(WHAT IS EXPECTED):
Take the lines below beginning at the line that has "I need the junctions and links of the" and stopping after the line that has "I need the junctions and links of every", and print them exactly as they are, with no other lines.

________________________

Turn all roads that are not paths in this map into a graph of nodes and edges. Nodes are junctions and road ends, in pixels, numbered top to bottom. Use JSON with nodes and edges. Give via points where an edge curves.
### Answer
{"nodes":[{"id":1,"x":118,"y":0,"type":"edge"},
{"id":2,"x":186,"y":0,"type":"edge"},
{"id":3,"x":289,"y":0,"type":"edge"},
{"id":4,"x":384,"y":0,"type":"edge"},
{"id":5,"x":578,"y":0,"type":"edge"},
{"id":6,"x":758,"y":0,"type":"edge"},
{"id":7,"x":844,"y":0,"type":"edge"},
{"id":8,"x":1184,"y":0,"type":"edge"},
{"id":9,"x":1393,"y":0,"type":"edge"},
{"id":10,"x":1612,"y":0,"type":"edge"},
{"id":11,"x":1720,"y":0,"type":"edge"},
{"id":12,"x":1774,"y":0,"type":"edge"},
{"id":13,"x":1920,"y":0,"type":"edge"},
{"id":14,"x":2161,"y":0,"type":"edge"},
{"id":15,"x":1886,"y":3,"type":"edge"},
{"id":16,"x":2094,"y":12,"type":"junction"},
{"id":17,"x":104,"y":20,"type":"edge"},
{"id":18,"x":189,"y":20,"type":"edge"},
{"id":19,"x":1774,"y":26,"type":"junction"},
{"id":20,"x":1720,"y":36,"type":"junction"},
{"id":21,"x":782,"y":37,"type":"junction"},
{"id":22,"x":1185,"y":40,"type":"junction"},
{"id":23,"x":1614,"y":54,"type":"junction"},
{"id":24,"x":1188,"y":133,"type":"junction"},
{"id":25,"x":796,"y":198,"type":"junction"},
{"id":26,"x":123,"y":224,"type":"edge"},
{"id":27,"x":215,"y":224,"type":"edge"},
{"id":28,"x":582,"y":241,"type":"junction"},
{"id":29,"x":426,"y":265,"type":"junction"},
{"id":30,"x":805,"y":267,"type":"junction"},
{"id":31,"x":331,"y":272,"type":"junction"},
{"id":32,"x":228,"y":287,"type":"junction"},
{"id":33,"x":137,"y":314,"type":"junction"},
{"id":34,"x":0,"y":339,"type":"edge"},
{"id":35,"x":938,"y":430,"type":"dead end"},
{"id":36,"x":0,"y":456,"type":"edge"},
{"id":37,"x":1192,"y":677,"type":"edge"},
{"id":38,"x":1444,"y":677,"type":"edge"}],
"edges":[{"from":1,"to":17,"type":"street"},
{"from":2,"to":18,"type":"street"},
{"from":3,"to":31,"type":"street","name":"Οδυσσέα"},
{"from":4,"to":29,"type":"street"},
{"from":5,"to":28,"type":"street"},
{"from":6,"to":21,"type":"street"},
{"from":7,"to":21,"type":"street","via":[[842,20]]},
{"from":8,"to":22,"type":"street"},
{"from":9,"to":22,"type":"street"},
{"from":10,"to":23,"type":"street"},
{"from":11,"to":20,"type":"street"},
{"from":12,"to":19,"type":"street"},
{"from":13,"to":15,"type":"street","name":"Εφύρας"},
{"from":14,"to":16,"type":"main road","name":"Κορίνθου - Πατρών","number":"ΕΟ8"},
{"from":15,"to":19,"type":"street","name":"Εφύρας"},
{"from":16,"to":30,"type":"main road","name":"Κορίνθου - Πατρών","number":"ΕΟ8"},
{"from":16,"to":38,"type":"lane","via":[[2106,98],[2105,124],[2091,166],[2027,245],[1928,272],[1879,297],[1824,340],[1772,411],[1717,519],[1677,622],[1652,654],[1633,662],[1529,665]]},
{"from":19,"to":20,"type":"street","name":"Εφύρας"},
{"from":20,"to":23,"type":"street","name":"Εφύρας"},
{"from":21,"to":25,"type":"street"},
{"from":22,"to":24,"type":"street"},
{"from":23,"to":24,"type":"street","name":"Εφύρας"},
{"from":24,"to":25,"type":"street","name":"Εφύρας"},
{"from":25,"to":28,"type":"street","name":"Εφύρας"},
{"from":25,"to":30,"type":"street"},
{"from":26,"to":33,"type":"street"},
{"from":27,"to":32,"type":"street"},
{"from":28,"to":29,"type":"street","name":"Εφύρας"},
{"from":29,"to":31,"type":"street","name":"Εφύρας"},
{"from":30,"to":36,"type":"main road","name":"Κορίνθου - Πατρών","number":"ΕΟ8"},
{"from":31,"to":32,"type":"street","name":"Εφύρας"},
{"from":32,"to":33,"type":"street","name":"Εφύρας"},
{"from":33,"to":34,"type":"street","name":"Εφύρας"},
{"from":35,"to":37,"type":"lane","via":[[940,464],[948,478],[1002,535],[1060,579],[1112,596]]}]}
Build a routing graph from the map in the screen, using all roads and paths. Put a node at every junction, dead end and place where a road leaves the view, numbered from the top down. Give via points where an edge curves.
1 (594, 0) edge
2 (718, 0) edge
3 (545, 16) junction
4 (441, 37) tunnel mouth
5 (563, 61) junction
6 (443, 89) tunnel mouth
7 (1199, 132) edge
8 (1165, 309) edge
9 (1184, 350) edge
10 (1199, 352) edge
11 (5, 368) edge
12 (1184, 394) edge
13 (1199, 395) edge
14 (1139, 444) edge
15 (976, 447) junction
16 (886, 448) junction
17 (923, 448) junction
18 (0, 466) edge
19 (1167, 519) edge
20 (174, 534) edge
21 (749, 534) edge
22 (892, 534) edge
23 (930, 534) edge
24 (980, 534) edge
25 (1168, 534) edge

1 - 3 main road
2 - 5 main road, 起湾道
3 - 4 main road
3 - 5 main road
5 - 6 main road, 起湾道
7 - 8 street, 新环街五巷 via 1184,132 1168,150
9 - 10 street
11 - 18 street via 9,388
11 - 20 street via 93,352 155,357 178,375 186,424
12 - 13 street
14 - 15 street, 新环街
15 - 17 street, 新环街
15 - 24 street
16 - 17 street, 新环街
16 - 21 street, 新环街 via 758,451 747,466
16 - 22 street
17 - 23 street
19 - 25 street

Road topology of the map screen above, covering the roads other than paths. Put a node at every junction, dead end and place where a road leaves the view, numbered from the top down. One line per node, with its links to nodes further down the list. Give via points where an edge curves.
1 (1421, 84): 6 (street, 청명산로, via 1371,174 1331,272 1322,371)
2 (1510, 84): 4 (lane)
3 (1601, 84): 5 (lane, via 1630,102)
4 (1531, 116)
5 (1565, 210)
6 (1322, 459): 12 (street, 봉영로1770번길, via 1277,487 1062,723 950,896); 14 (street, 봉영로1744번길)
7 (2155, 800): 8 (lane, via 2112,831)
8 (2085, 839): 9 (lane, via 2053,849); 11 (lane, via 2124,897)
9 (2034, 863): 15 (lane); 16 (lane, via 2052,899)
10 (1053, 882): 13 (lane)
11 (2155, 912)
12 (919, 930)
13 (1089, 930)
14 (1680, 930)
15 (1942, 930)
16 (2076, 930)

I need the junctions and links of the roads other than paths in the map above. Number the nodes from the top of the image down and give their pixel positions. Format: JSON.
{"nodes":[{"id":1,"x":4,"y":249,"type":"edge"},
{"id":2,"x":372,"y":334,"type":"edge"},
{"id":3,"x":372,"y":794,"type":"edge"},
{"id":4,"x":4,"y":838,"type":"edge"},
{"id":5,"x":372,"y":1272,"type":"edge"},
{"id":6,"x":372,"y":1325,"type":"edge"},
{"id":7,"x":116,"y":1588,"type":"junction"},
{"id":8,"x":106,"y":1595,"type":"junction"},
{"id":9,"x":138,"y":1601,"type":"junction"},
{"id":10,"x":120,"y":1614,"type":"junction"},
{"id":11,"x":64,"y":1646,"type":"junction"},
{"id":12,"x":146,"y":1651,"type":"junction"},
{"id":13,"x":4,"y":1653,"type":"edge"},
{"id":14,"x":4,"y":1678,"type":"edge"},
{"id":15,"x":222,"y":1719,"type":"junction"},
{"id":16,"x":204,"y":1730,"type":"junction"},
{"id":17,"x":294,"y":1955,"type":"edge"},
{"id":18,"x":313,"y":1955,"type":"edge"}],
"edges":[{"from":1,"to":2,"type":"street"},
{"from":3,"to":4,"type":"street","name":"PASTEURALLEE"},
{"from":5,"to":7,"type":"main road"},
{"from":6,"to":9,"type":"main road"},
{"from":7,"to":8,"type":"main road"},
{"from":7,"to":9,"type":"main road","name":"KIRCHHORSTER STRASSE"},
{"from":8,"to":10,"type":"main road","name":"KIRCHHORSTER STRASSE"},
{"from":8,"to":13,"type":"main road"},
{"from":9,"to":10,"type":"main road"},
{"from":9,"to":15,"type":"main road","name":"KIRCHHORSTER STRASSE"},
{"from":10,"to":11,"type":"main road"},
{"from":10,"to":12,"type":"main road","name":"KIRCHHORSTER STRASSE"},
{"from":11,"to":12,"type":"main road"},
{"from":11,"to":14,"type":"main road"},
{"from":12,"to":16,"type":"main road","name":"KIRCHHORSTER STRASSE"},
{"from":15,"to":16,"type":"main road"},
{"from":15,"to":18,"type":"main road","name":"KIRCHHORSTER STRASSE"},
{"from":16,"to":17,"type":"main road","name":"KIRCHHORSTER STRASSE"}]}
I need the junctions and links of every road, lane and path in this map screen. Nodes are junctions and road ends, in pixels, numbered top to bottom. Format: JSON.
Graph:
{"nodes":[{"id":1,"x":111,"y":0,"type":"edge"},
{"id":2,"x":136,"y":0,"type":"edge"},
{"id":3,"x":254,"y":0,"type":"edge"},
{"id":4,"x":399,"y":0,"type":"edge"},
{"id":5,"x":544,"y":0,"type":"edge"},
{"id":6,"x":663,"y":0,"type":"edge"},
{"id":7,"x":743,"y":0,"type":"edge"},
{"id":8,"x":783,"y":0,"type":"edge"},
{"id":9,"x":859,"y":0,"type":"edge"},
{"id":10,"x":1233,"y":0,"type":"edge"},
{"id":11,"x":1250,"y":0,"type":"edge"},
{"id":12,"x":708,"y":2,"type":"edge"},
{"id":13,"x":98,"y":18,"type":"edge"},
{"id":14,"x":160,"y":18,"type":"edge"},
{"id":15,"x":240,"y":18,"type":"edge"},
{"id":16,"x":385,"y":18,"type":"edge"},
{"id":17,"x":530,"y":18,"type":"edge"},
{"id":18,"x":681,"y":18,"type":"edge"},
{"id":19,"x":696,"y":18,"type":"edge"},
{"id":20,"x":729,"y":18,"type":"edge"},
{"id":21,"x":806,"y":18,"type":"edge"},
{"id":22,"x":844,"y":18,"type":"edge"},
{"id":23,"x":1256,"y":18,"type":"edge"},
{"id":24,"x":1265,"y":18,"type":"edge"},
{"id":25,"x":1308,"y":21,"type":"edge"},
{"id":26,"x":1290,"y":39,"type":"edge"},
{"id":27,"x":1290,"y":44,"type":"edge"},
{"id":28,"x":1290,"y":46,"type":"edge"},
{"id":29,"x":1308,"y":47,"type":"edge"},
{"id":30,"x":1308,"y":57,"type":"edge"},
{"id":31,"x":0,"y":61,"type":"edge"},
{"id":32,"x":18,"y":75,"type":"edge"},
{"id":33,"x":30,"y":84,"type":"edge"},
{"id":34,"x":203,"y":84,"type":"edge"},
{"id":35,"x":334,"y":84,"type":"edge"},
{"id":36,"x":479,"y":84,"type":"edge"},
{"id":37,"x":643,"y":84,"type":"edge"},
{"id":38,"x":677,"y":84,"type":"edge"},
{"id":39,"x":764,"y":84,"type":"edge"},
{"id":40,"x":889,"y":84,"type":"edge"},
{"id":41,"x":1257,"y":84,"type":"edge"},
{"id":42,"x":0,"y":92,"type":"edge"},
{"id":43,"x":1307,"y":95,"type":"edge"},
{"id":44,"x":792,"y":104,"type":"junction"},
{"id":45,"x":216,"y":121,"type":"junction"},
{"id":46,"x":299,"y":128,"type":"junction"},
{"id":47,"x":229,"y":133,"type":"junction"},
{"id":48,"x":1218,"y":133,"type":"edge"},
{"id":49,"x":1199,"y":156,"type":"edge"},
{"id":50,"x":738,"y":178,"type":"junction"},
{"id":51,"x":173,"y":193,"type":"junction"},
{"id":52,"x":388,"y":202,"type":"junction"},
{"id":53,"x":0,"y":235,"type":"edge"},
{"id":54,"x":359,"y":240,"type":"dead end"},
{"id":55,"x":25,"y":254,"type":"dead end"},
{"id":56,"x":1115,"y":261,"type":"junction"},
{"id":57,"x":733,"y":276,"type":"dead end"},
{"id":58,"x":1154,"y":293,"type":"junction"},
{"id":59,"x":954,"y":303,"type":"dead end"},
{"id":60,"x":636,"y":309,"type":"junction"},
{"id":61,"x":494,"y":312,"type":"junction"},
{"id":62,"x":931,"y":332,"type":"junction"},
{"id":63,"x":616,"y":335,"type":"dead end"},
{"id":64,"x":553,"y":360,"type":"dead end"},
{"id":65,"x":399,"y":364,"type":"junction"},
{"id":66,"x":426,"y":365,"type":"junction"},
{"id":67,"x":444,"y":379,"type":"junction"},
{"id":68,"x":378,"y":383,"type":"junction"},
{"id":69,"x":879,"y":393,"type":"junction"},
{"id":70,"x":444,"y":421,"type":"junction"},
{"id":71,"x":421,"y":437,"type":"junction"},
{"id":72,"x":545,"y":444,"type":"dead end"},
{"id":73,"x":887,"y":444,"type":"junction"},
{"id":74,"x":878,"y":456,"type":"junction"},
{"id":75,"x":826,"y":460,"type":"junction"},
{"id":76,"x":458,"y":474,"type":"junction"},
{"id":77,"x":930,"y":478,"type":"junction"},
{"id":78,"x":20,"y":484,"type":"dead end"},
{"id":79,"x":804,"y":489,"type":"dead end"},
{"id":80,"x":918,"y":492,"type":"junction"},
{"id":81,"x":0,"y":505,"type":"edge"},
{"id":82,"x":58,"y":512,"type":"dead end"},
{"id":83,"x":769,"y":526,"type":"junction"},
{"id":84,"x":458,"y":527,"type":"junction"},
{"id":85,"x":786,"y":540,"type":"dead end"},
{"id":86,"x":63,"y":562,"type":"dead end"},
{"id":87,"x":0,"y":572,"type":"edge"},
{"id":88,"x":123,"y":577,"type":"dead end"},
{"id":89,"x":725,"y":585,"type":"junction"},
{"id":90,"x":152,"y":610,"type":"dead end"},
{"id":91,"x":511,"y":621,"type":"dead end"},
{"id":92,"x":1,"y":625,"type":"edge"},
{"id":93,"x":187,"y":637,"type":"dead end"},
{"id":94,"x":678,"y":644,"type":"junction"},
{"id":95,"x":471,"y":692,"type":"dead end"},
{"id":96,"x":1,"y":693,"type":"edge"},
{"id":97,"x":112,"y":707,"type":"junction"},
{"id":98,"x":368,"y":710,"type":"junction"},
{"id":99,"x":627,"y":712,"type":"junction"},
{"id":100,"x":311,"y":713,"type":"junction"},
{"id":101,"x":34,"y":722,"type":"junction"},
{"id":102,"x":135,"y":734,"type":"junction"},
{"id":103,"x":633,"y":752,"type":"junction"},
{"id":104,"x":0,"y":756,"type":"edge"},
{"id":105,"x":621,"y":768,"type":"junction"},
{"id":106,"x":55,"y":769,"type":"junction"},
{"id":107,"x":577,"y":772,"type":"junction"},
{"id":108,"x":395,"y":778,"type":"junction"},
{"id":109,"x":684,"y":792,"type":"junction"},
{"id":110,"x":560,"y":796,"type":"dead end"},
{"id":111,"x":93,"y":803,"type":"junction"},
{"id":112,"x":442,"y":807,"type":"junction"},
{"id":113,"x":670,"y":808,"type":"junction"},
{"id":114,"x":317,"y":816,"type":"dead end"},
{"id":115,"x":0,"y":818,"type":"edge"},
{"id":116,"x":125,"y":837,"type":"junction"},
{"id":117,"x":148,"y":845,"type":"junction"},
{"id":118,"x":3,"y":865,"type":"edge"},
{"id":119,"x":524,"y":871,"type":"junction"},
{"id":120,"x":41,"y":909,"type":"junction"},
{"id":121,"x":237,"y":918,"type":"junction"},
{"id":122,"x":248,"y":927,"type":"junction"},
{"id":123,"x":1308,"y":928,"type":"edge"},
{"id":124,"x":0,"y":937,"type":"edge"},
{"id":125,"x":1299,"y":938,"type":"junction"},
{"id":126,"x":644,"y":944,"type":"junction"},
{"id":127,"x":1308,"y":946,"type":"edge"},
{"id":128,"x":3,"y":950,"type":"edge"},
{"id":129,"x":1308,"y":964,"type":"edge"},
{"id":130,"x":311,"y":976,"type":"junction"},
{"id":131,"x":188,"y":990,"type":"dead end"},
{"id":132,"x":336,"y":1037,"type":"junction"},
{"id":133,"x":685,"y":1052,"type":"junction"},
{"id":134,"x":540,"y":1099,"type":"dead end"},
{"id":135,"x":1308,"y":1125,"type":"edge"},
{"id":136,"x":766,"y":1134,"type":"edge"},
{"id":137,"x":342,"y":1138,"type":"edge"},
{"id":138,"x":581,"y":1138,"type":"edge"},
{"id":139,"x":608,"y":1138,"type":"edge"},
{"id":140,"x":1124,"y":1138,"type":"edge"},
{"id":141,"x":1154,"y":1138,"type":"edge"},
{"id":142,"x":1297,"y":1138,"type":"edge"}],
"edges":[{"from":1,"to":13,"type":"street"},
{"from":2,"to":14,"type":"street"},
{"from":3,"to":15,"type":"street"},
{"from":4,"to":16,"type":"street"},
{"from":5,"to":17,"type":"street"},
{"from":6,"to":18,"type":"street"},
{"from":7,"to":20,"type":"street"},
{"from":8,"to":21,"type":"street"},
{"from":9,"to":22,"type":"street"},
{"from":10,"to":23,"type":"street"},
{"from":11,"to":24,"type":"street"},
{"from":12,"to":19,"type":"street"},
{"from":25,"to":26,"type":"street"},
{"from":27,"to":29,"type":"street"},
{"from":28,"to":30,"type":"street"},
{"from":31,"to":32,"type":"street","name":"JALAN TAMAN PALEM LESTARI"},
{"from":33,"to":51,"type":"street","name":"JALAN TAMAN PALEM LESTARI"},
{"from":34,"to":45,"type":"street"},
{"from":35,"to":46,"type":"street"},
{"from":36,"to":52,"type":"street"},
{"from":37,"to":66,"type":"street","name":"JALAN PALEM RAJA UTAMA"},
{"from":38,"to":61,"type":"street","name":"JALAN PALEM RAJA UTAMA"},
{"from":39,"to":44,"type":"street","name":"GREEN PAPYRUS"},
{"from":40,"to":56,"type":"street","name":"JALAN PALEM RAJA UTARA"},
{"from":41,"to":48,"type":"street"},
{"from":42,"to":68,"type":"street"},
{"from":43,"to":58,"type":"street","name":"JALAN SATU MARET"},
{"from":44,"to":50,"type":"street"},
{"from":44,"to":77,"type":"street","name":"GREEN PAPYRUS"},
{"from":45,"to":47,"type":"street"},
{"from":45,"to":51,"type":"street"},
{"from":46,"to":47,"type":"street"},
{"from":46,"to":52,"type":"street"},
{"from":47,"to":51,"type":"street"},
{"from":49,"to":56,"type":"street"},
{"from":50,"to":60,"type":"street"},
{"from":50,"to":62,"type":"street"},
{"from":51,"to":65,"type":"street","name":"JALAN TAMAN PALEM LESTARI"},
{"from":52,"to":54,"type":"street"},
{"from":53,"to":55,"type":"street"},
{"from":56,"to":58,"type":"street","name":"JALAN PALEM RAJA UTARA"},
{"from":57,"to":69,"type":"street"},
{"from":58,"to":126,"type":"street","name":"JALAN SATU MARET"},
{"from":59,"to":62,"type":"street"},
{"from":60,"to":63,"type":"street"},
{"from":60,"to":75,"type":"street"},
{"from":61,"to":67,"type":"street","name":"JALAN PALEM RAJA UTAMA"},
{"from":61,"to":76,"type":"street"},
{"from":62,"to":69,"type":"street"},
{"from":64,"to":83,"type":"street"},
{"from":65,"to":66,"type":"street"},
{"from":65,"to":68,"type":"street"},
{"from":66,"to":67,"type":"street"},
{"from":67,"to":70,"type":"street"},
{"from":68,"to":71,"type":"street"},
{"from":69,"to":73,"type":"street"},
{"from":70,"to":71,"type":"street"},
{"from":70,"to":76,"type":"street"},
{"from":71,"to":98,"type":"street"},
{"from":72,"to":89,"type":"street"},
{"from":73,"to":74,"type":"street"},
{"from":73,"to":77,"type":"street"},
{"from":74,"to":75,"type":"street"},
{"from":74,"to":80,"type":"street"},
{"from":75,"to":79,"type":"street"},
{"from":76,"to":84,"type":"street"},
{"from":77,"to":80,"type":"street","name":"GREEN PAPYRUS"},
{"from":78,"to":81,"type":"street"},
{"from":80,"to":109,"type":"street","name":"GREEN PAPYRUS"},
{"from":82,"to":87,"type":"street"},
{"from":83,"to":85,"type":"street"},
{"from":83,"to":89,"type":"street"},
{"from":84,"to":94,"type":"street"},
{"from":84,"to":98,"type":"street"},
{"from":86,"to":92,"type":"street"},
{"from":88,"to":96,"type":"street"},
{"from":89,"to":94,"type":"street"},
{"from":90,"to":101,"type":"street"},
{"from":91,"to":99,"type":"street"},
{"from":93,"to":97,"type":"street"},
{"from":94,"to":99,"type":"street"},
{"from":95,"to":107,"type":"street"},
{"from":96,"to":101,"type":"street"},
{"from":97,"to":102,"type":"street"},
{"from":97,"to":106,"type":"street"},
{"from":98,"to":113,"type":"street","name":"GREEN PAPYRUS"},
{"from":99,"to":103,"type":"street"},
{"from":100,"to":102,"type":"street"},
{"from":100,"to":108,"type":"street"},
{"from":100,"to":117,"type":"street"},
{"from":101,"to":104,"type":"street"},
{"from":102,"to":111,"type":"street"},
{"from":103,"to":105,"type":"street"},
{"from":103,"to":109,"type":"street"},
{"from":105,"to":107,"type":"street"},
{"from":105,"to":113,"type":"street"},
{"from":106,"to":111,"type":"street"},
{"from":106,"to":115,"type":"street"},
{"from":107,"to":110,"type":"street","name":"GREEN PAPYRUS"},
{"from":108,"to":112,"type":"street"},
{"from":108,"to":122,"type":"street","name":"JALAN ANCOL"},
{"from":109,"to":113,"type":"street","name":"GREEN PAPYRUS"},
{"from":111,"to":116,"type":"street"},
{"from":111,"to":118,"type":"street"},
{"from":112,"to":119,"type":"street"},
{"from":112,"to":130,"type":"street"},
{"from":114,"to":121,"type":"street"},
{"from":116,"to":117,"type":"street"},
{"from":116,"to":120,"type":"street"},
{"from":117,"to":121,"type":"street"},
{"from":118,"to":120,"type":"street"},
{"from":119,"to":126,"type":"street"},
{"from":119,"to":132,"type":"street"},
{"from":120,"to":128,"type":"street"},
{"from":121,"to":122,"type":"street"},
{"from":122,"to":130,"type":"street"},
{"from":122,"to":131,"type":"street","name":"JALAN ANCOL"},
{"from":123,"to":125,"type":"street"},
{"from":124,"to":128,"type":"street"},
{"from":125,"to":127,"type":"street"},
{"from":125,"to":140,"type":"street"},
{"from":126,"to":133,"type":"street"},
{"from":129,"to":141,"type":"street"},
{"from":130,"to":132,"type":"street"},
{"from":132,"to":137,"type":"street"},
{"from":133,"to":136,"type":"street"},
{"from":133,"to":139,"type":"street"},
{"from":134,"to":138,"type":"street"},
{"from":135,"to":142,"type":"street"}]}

________________________

(REPLY TO THE EXERCISE):
I need the junctions and links of the roads other than paths in the map above. Number the nodes from the top of the image down and give their pixel positions. Format: JSON.
{"nodes":[{"id":1,"x":4,"y":249,"type":"edge"},
{"id":2,"x":372,"y":334,"type":"edge"},
{"id":3,"x":372,"y":794,"type":"edge"},
{"id":4,"x":4,"y":838,"type":"edge"},
{"id":5,"x":372,"y":1272,"type":"edge"},
{"id":6,"x":372,"y":1325,"type":"edge"},
{"id":7,"x":116,"y":1588,"type":"junction"},
{"id":8,"x":106,"y":1595,"type":"junction"},
{"id":9,"x":138,"y":1601,"type":"junction"},
{"id":10,"x":120,"y":1614,"type":"junction"},
{"id":11,"x":64,"y":1646,"type":"junction"},
{"id":12,"x":146,"y":1651,"type":"junction"},
{"id":13,"x":4,"y":1653,"type":"edge"},
{"id":14,"x":4,"y":1678,"type":"edge"},
{"id":15,"x":222,"y":1719,"type":"junction"},
{"id":16,"x":204,"y":1730,"type":"junction"},
{"id":17,"x":294,"y":1955,"type":"edge"},
{"id":18,"x":313,"y":1955,"type":"edge"}],
"edges":[{"from":1,"to":2,"type":"street"},
{"from":3,"to":4,"type":"street","name":"PASTEURALLEE"},
{"from":5,"to":7,"type":"main road"},
{"from":6,"to":9,"type":"main road"},
{"from":7,"to":8,"type":"main road"},
{"from":7,"to":9,"type":"main road","name":"KIRCHHORSTER STRASSE"},
{"from":8,"to":10,"type":"main road","name":"KIRCHHORSTER STRASSE"},
{"from":8,"to":13,"type":"main road"},
{"from":9,"to":10,"type":"main road"},
{"from":9,"to":15,"type":"main road","name":"KIRCHHORSTER STRASSE"},
{"from":10,"to":11,"type":"main road"},
{"from":10,"to":12,"type":"main road","name":"KIRCHHORSTER STRASSE"},
{"from":11,"to":12,"type":"main road"},
{"from":11,"to":14,"type":"main road"},
{"from":12,"to":16,"type":"main road","name":"KIRCHHORSTER STRASSE"},
{"from":15,"to":16,"type":"main road"},
{"from":15,"to":18,"type":"main road","name":"KIRCHHORSTER STRASSE"},
{"from":16,"to":17,"type":"main road","name":"KIRCHHORSTER STRASSE"}]}
I need the junctions and links of every road, lane and path in this map screen. Nodes are junctions and road ends, in pixels, numbered top to bottom. Format: JSON.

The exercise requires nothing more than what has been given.